“Yesterday it was enough to go to Geneva, today it has become more complicated” – L’Express

Yesterday it was enough to go to Geneva today it

Offshore tax fraud has been divided by three in less than ten years. This is the encouraging news that we can read in the report published by the European Tax Observatory, a research laboratory led by French economist Gabriel Zucman. Before 2013, the financial assets of large fortunes housed in tax havens represented 10% of the planet’s GDP. Above all, most of it was not declared, whereas today, experts estimate the share that escapes the vigilance of the tax authorities at 25%. The weight of Switzerland – “historically the epicenter of offshore wealth management”, according to this report – in the management of these offshore assets has decreased considerably since 2008. Proof of the effectiveness of the automatic exchange of information mechanism set up a few years ago, greets the former director of the OECD Center for Tax Policy and Administration, Pascal Saint-Amans.

L’Express: What do we call offshore or extraterritorial tax fraud?

Pascal Saint-Amans: It is a completely illegal approach which consists of hiding your money, cash or not, in a jurisdiction where you are not a resident, a country which will not communicate information to the country where you pay your taxes.

According to the report published Monday October 23, Switzerland was “historically the epicenter of offshore wealth management”. How do you judge the published figures, namely that Switzerland now only represents 20% of offshore assets managed in the world, compared to around 50% before the 2008 crisis?

The report shows that more taxes were paid and the volume of undeclared offshore assets decreased. This is proof that the automatic exchange of information, an instrument to combat tax fraud put in place from 2016 thanks to the efforts of the OECD, works. We can even go back to the aftermath of the financial crisis: the exchange of information on demand began in 2009, thus dealing a blow to banking secrecy. At the same time, the United States implemented the Foreign Account Tax Compliance Act – known as Fatca -, then this mechanism was multi-lateralized (Editor’s note: around a hundred countries are now concerned). All this has led to the end of banking secrecy: Swiss banks now communicate on millions of accounts each year.
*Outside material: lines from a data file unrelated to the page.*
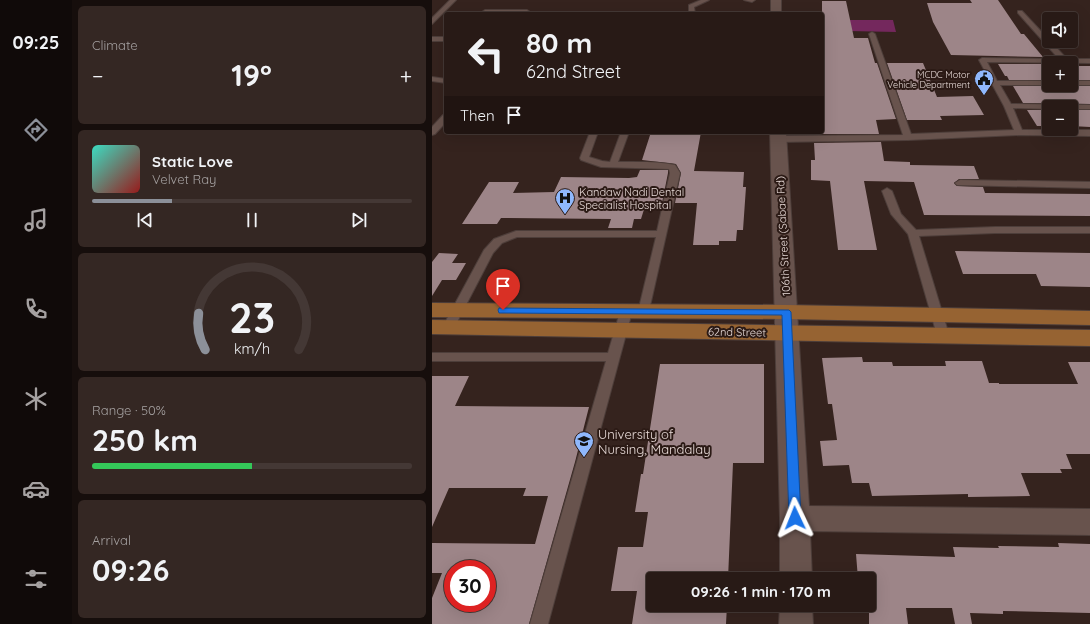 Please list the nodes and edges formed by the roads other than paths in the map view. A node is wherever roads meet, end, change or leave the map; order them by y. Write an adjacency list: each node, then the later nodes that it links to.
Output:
1 (453, 0): 11 (lane)
2 (706, 0): 8 (lane)
3 (747, 0): 4 (lane)
4 (752, 0)
5 (776, 0): 9 (street)
6 (527, 11): 7 (lane)
7 (485, 12)
8 (692, 12)
9 (776, 12)
10 (1020, 12): 15 (lane)
11 (432, 22)
12 (872, 34): 34 (lane)
13 (432, 39): 14 (lane)
14 (444, 39)
15 (1060, 56)
16 (1042, 61): 21 (lane)
17 (1078, 61): 18 (lane)
18 (1090, 61)
19 (432, 79): 20 (lane)
20 (444, 81)
21 (994, 83): 22 (lane); 25 (lane)
22 (1042, 83)
23 (1078, 83): 24 (lane)
24 (1090, 83)
25 (1008, 106): 26 (lane); 29 (lane)
26 (1090, 107)
27 (444, 119): 28 (lane)
28 (432, 132)
29 (1019, 132): 30 (lane); 34 (lane)
30 (1090, 133)
31 (593, 134): 35 (lane)
32 (624, 134): 35 (lane)
33 (778, 136): 34 (lane); 46 (street, 106th Street (Sabae Rd))
34 (908, 137)
35 (613, 165): 41 (lane)
36 (960, 183): 37 (lane)
37 (1090, 185)
38 (887, 191): 40 (lane)
39 (1090, 230): 40 (lane)
40 (913, 233): 47 (lane)
41 (662, 234): 43 (lane); 45 (lane)
42 (432, 310): 45 (main road, 62nd Street)
43 (631, 318): 45 (main road, 62nd Street); 46 (main road, 62nd Street); 46 (main road, 62nd Street); 50 (lane)
44 (1090, 318): 47 (main road, 62nd Street)
45 (445, 322)
46 (787, 322): 47 (main road, 62nd Street); 51 (street, 106th Street (Sabae Rd))
47 (940, 325): 48 (main road, 62nd Street)
48 (1090, 338)
49 (432, 357): 50 (lane)
50 (614, 357): 55 (lane)
51 (795, 518): 52 (street); 53 (street, 106th Street (Sabae Rd))
52 (1090, 522)
53 (796, 572)
54 (796, 612): 56 (street)
55 (539, 624)
56 (796, 624)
READ ALSO >>Pascal Saint-Amans: “Tax aggressiveness has changed sides”

What risk did Switzerland risk by not submitting to it?

All countries have ended banking secrecy. Not doing so would have marginalized her. It was a healthy and desirable movement, which allowed the Swiss financial center to become more competitive: instead of resting on the laurels of an annuity economy, to share the cake of fraudulent clients, it was pushed to produce a better service.

Are States’ public finances winning?

The report estimates that more than $140 billion in taxes could have been collected over ten years thanks to the declaration of accounts abroad. There will always be police and thieves, but yesterday the police had neither weapons nor handcuffs, today they are equipped. Yesterday you went to Geneva and you could hide a lot of money without any risk. Today, you have to go to other territories, dubious places, via crooked lawyers, without being sure of getting your money back. It’s more complicated…

READ ALSO >>Mc Donald’s, General Electric… When employees are victims of tax optimization

This example shows that it is possible, with political will, to collectively tackle an international problem…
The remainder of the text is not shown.